Pull every line that holds the word "Lirio" from the entries.
Exercise data START
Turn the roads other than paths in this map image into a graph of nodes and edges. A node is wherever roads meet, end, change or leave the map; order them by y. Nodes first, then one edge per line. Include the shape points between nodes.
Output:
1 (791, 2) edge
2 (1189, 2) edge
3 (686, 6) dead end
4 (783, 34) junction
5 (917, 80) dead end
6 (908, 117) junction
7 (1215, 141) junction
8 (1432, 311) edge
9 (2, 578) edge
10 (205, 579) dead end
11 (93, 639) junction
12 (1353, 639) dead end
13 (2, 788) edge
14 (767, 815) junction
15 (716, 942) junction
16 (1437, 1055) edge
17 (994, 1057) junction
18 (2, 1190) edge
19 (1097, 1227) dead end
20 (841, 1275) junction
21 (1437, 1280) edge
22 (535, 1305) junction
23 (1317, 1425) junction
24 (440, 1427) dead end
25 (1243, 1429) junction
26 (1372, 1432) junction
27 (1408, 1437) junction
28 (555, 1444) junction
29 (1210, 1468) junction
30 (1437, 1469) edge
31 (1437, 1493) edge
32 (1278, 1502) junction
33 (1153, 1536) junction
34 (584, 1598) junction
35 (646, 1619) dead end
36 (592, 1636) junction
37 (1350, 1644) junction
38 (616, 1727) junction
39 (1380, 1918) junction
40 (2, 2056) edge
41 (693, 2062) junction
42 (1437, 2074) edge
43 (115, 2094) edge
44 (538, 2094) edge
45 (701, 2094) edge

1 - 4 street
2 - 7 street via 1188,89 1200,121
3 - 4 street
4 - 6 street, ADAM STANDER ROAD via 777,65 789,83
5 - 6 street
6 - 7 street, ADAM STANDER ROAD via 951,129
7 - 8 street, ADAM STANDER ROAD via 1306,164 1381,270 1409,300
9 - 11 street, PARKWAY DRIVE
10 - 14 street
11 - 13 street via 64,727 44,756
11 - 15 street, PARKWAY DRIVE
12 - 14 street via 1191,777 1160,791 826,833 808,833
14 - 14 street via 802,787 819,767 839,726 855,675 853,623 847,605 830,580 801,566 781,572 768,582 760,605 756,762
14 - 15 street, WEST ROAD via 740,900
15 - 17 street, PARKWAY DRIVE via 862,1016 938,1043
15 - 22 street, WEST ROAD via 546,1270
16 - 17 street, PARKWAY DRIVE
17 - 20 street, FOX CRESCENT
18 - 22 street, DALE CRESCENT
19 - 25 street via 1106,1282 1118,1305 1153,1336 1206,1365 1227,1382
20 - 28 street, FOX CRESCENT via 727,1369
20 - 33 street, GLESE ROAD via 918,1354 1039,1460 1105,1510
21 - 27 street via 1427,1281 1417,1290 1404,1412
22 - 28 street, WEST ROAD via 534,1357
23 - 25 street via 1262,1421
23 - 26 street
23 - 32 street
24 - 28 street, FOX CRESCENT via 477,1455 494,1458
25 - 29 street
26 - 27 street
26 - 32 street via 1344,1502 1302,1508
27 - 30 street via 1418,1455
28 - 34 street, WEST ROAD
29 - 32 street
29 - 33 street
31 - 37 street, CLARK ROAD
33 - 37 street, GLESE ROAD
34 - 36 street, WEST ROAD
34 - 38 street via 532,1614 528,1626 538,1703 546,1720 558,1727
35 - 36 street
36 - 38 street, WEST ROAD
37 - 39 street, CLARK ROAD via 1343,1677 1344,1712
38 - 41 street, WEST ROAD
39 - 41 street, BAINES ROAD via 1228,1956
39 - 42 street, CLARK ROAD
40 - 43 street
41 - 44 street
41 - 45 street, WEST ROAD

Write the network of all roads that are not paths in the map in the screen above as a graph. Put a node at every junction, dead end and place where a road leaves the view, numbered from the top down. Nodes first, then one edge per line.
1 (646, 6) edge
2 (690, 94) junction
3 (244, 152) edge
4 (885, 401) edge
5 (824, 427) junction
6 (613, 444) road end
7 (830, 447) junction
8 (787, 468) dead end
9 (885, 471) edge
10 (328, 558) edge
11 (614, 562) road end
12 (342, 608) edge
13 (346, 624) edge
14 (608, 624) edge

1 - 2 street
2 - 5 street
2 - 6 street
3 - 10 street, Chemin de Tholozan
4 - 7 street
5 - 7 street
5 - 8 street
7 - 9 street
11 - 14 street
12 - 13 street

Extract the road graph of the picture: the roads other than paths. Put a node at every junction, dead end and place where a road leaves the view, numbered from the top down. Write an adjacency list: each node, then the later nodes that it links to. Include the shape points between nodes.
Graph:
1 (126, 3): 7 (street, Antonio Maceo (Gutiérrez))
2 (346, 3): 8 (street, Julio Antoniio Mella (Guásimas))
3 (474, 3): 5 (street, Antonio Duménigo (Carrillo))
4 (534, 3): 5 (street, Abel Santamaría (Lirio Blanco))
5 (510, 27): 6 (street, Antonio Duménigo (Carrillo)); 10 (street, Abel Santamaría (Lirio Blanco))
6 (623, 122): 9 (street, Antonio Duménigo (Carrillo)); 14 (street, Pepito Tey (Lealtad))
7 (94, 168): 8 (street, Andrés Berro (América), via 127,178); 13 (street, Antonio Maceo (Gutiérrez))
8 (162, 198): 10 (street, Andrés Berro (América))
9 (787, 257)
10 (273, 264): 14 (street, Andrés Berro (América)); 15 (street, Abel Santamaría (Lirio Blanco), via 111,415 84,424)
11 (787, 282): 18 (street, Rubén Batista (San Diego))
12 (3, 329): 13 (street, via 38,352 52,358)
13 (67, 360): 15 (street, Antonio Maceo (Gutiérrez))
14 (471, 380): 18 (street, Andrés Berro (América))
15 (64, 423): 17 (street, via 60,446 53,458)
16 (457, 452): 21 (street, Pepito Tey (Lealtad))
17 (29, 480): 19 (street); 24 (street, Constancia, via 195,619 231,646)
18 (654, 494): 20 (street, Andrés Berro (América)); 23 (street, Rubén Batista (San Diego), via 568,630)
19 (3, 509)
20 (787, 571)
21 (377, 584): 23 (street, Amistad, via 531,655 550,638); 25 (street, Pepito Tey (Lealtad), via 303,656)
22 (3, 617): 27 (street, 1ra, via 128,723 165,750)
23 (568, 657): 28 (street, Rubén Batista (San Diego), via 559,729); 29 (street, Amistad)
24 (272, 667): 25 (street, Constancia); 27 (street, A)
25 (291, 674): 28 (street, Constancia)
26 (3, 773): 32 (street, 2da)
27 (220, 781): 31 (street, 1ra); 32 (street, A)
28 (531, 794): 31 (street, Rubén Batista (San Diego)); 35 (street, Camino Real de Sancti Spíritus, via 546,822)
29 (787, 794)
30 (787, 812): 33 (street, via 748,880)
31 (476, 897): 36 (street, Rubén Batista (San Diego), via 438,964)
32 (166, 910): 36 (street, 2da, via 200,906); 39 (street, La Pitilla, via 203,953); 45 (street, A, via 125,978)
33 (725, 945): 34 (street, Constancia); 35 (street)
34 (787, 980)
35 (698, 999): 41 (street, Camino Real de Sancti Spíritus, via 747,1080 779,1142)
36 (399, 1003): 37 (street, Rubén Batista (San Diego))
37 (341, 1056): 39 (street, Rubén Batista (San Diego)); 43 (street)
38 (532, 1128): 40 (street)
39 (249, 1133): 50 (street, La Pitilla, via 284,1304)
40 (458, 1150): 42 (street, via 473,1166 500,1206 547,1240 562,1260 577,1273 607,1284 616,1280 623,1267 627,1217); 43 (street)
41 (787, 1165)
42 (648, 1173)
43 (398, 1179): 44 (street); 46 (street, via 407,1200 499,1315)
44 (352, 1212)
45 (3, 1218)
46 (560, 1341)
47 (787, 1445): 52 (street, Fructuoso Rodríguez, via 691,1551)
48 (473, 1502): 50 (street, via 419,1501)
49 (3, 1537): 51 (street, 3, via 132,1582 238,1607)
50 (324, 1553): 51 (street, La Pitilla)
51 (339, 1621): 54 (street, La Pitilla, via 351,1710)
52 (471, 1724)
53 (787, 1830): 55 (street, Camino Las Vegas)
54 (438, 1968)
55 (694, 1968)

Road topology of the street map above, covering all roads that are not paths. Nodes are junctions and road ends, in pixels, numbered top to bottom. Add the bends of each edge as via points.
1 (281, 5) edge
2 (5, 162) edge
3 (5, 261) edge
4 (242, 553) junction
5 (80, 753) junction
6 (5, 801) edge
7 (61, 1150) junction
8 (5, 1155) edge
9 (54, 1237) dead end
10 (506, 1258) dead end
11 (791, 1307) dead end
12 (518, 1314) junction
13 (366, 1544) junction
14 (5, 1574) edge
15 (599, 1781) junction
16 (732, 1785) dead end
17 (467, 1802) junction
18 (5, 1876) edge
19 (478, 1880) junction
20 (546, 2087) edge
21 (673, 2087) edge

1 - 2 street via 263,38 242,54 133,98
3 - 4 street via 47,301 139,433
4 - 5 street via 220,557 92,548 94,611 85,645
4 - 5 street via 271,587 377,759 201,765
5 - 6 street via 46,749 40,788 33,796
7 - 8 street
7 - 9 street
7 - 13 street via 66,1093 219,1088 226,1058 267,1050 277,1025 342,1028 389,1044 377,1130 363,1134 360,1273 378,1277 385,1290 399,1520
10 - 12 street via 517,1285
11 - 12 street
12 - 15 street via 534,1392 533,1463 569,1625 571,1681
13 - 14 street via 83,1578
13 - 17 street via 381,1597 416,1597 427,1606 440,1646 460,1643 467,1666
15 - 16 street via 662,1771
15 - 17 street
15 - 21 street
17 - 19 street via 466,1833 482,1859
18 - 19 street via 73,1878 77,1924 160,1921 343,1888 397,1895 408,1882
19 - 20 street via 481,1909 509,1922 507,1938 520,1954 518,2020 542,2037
Exercise data END
- _Response box_
4 (534, 3): 5 (street, Abel Santamaría (Lirio Blanco))
5 (510, 27): 6 (street, Antonio Duménigo (Carrillo)); 10 (street, Abel Santamaría (Lirio Blanco))
10 (273, 264): 14 (street, Andrés Berro (América)); 15 (street, Abel Santamaría (Lirio Blanco), via 111,415 84,424)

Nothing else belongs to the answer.